Adolescent Flight of Fancy
Monday, August 14, 2006
THE WRONG HANDS
By Nigel Richardson
Knopf. 258 pp. $15.95
Is 14 the worst of all possible ages? Looking back over my own life, I think it might have been. At 12 I was still content with my bike, the Hardy Boys and the Boy Scouts, and by 16 I had advanced to girls, cars, beer and related pleasures, but I remember 14 as a black hole of confusion and frustration. (My best year was 40, but that's another story.)
London journalist Nigel Richardson's first novel, "The Wrong Hands," billed as appealing to young adults, concerns the adventures of Graham Sinclair, a "weedy-looking" Yorkshire lad of 14 whose problems make my boyhood seem like peaches and cream. To start with, there are his hands. They are very large, and his fingers are webbed. His classmates laugh at him and call him things like Spakky (don't ask why) and Flipper. All poor Graham can do is keep his ungainly hands stuffed in his pockets as much as possible.
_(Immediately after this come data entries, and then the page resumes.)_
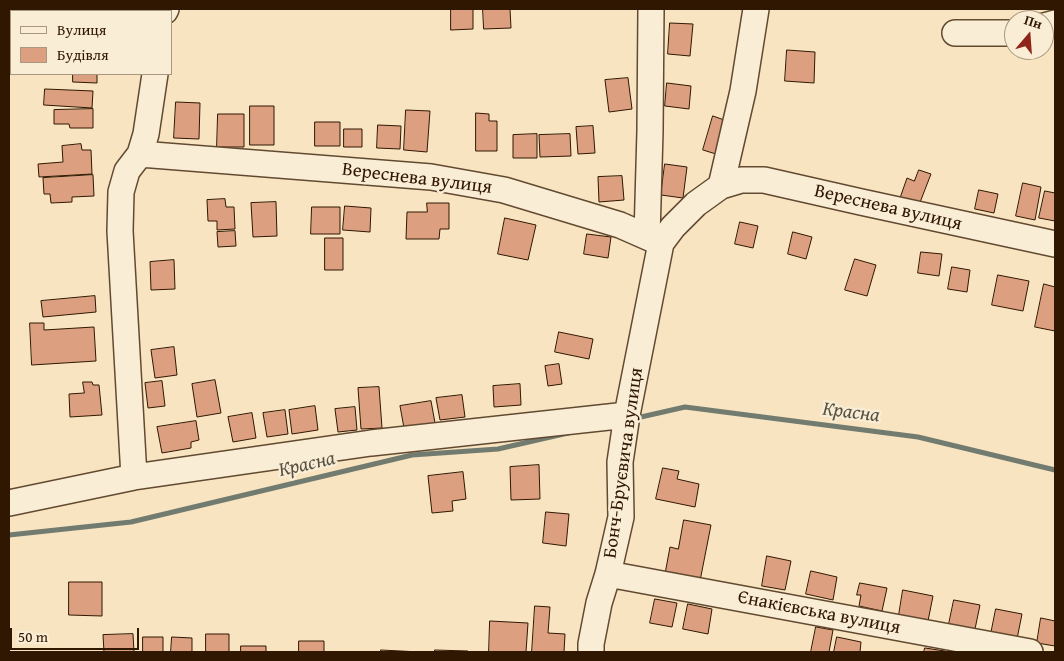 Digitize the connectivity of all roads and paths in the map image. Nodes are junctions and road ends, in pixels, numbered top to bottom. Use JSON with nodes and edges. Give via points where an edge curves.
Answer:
{"nodes":[{"id":1,"x":651,"y":9,"type":"edge"},
{"id":2,"x":756,"y":9,"type":"edge"},
{"id":3,"x":1004,"y":33,"type":"edge"},
{"id":4,"x":955,"y":34,"type":"dead end"},
{"id":5,"x":156,"y":75,"type":"edge"},
{"id":6,"x":140,"y":154,"type":"junction"},
{"id":7,"x":721,"y":186,"type":"junction"},
{"id":8,"x":654,"y":239,"type":"junction"},
{"id":9,"x":1055,"y":244,"type":"edge"},
{"id":10,"x":627,"y":415,"type":"junction"},
{"id":11,"x":134,"y":477,"type":"junction"},
{"id":12,"x":9,"y":502,"type":"edge"},
{"id":13,"x":608,"y":574,"type":"junction"},
{"id":14,"x":591,"y":652,"type":"edge"},
{"id":15,"x":1030,"y":652,"type":"edge"}],
"edges":[{"from":1,"to":8,"type":"street","name":"Бонч-Бруєвича вулиця","via":[[650,131]]},
{"from":2,"to":7,"type":"street","via":[[743,92]]},
{"from":3,"to":4,"type":"street"},
{"from":5,"to":6,"type":"street"},
{"from":6,"to":8,"type":"street","name":"Вереснева вулиця","via":[[430,177],[504,190],[620,225]]},
{"from":6,"to":11,"type":"street","via":[[127,171],[120,192]]},
{"from":7,"to":8,"type":"street","name":"Вереснева вулиця"},
{"from":7,"to":9,"type":"street","name":"Вереснева вулиця","via":[[741,180],[764,180]]},
{"from":8,"to":10,"type":"street","name":"Бонч-Бруєвича вулиця"},
{"from":10,"to":11,"type":"street","via":[[371,443]]},
{"from":10,"to":13,"type":"street","name":"Бонч-Бруєвича вулиця","via":[[620,462],[621,517]]},
{"from":11,"to":12,"type":"street"},
{"from":13,"to":14,"type":"street","name":"Бонч-Бруєвича вулиця","via":[[599,603]]},
{"from":13,"to":15,"type":"street","name":"Єнакієвська вулиця"}]}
There's also his secret, which is the heart of the novel. I'm going to reveal it because alert readers will figure it out by Page 48, and it's spelled out for the rest of us on Page 81. Graham, thanks to his huge hands, can fly. He discovered this talent at age 7 when he fell off a cliff and never hit bottom, but his mum persuaded him to keep quiet because exposure could only lead to trouble. Mum was right. Early in the book, the 14-year-old Graham tries to impress a girl with his skill but instead crash-lands on top of her, whereupon she calls the police and he's branded a sex offender. This disgrace causes his dad to drink even more, Mum to further surrender her fragile grip on reality and Graham to be sent off to London to live with Uncle George, who owns a shop where he sells pianos.
More adventures follow. A plane crashes into a building, and Graham saves a child on an upper floor. The newspapers, although not yet knowing how he reached that upper floor, hail him as a hero. Then a really sexy babe named Jennifer -- Graham calls her "classy," as opposed to women back in Yorkshire, who are "clodhoppers" -- learns his secret. She befriends the boy, but they are at cross purposes. He is consumed by rather vague sexual fantasies, and Jennifer's more concrete fantasies have to do with using him to get rich. An occasional glimpse of Jennifer's bra is of far more urgent concern to Graham than making millions by soaring above London.
A certain paranoia, perhaps justified, inhabits Graham's view of the world. Nobody loves him; everyone's after him. Sex crimes are in progress in London, the police decide he's a fiend, and the newspapers turn against him: "A much-loved national figure is being sought in connection with the Popsock Perv murder inquiry." The hunted lad cries out, "I was a freako and a perv." At one point, he resolves to light out for the territory: "I was getting the hell out of this place, away from prats and dullness and my mad mother." But will he have the courage to escape? Or will he hurry back to the bedside of poor dotty Mum? It's not easy being a boy who can fly.
Richardson tells all this with style -- "The Wrong Hands" is far better written than most novels for adults. His plot has many nice twists, and his prose sparkles, particularly in the scenes where Graham soars above London: "The chopper was still there, somewhere in the background, but I had got away, and now I laughed, laughing to the moon, which popped up on my left like a big white half-eaten peach with no visible means of support." As a novel intended for readers in their early teens, "The Wrong Hands" has more references to "snot" than the adult reader may think necessary. And Graham's fantasies are rather basic ("I was a scientist with a supermodel girlfriend").
So what's next for the Yorkshire Icarus? Will the nasty cops nail him as the Popsock Perv? Will seductive Jennifer whisk him off to New York? Or will the good lad return to the Mum who needs and loves him? You -- or your 12-and-up -- will have to read the book to find out, and you could do worse. To think oneself a teen misfit and yet somehow to soar above one's tormenters is a near-universal fantasy, and Richardson handles his version of it well. Most readers will be glad that the author leaves open the possibility of further flights by the boy with big hands.